I went out last night and saw Liam… We talked a bit about the Facebook photo stuff, I’m surprised that he even thinks about that stuff and remembers that it hurt me when my ex wouldn’t acknowledge me on Facebook. I’m sort of worried about the conversation we will have next week. I am a real mess and I feel stressed out… in the end Liam came through for me. I needed someone yesterday really badly and he had my back.
I’m not sure why he has such a high tolerance for my bipolar, he’s sort of a champ actually, kind of like an art haha. He just has this way of extending himself to me, and in a useful way. He helps me pick up the pieces, even the ones that are from someone else. I’m not sure how to put into words how much it means to me to have him on my side, he’s on my side even when I’m crying. He makes me smile when I feel like the whole world is falling apart, and it’s not because he kisses me or sleeps with me, it’s because he can lend himself to me and knows I’m struggling with things.
I hope that I can do that for people around me, if it’s Liam or one of my other friends, I really try with Kenz. But Liam knows it’s beyond my capacity to control.
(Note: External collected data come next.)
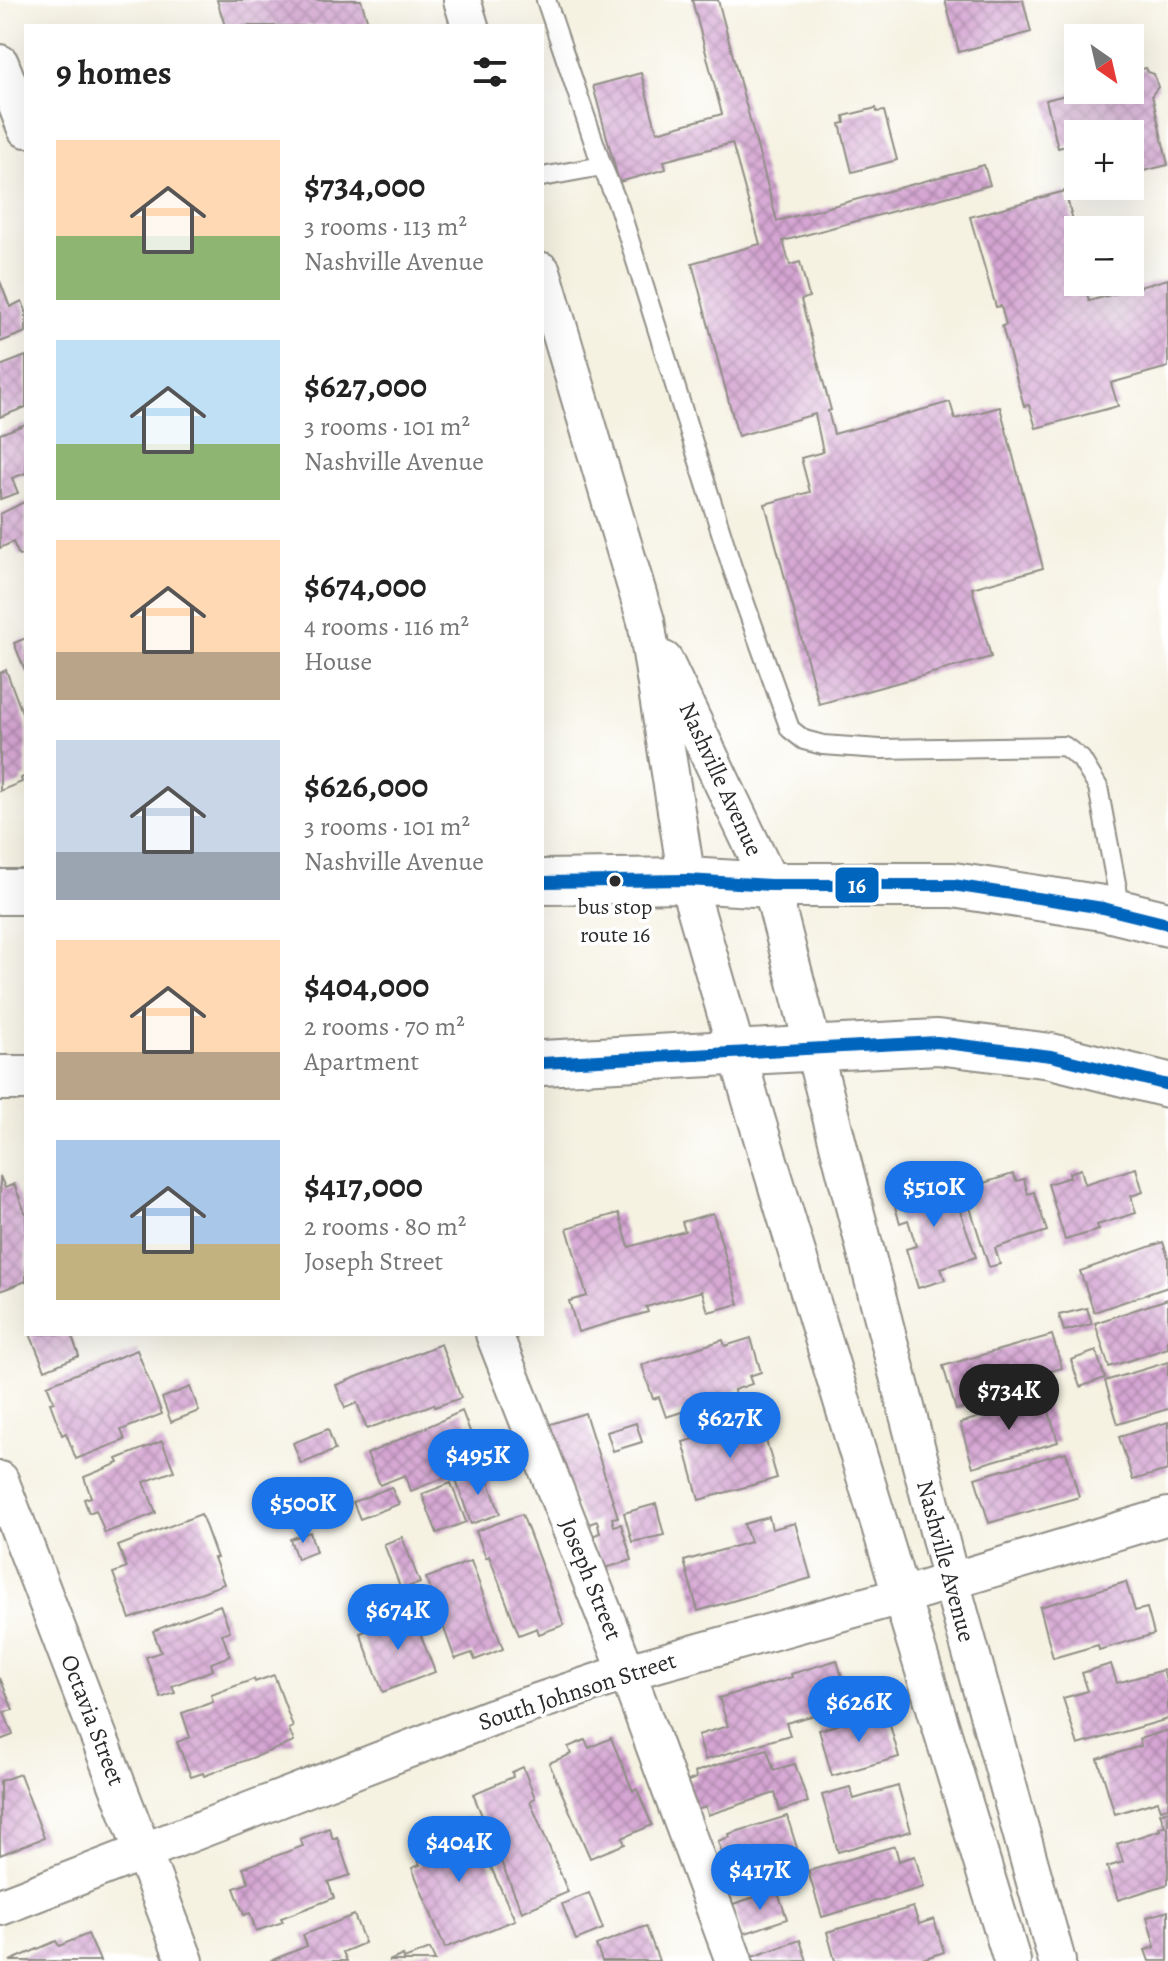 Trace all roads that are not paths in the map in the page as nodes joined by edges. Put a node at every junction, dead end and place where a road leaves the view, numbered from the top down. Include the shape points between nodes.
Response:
1 (462, 0) edge
2 (546, 0) edge
3 (469, 24) edge
4 (3, 82) edge
5 (24, 125) edge
6 (602, 166) junction
7 (544, 177) edge
8 (544, 278) edge
9 (646, 621) junction
10 (687, 880) junction
11 (544, 882) edge
12 (771, 885) junction
13 (0, 892) edge
14 (24, 892) edge
15 (1121, 913) junction
16 (1168, 924) edge
17 (815, 1048) junction
18 (736, 1051) junction
19 (544, 1063) edge
20 (0, 1078) edge
21 (24, 1078) edge
22 (1168, 1085) edge
23 (495, 1336) edge
24 (0, 1480) edge
25 (1168, 1516) edge
26 (951, 1581) junction
27 (901, 1596) junction
28 (627, 1672) junction
29 (144, 1851) junction
30 (0, 1907) edge
31 (185, 1961) edge
32 (734, 1961) edge
33 (1012, 1961) edge
34 (1057, 1961) edge

1 - 3 street
2 - 6 lane
4 - 5 street
6 - 7 lane
6 - 15 lane via 790,729 823,745 880,749 1064,746 1081,759 1098,787
8 - 9 street, Nashville Avenue
9 - 10 street, Nashville Avenue
9 - 12 street, Nashville Avenue
10 - 11 main road
10 - 12 main road
10 - 18 street, Nashville Avenue
12 - 15 main road via 953,885
12 - 17 street, Nashville Avenue
13 - 14 main road
15 - 16 main road
17 - 18 main road
17 - 22 main road via 937,1042 1051,1056
17 - 26 street, Nashville Avenue
18 - 19 main road
18 - 27 street, Nashville Avenue
20 - 21 main road
23 - 28 street, Joseph Street
24 - 29 street, Octavia Street
25 - 26 street, South Johnson Street
26 - 27 street, South Johnson Street
26 - 34 street, Nashville Avenue
27 - 28 street, South Johnson Street
27 - 33 street, Nashville Avenue
28 - 29 street, South Johnson Street via 492,1717
28 - 32 street, Joseph Street
29 - 30 street, South Johnson Street
29 - 31 street, Octavia Street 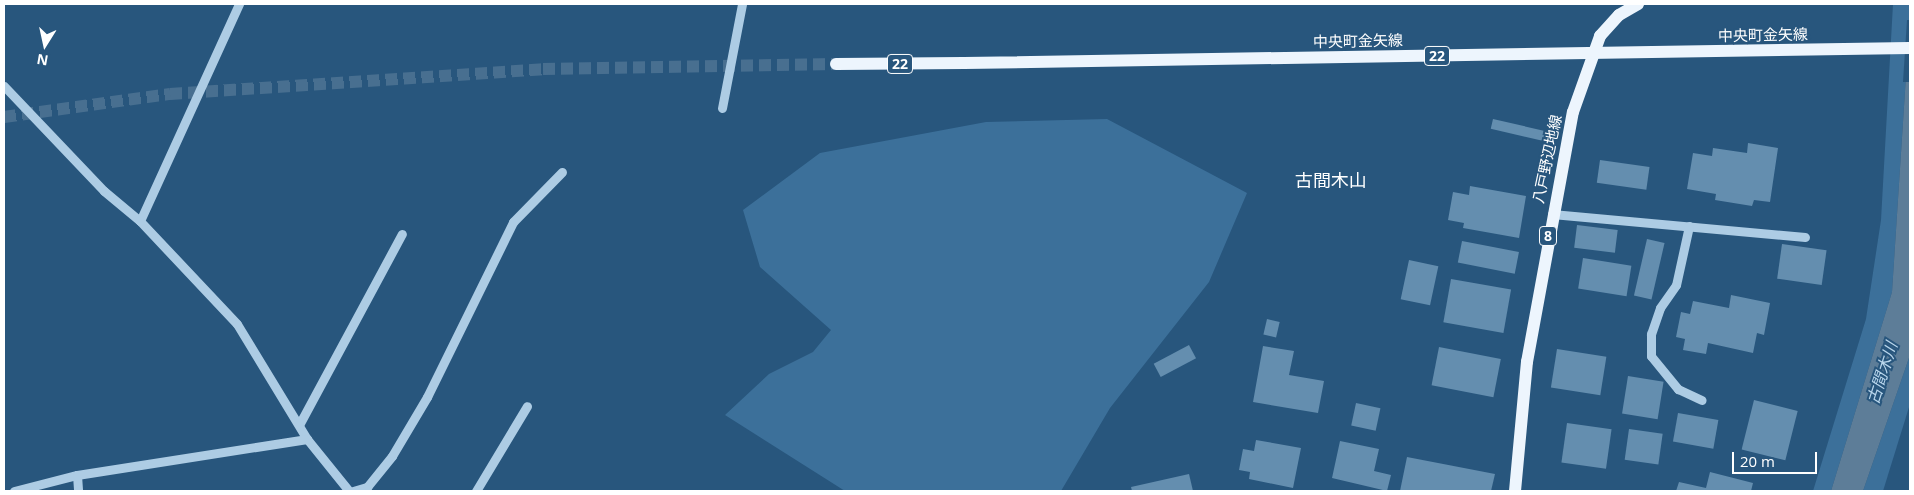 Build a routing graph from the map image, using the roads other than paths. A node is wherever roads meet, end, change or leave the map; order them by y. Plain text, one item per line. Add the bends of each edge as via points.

I think he knows more than he lets on. I never imagined when I met him that he would be here the way he is, never thought that anyone would ever look past my bipolar and see something beyond my bipolar.
It’s nice to know he is there for me when I can’t be with most of my support system since they are 3,500 miles away by plane. Maybe in a really strange way it’s like having family on England. he has a heart of gold and so much patience, I have no idea how he can be that patient. I think I would lose it on myself if I was in that situation.
I think I love him in a way he can’t understand, my ex Caleb broke me and I’m still figuring my shit out because three and a half years of conditioning leaves some deep scars. I learned I wasn’t good enough to be apart of his life and that it’s okay to be fucked around by someone you love. It’s delusional but I learned to feel like neglect is what love feels like…. it’s not.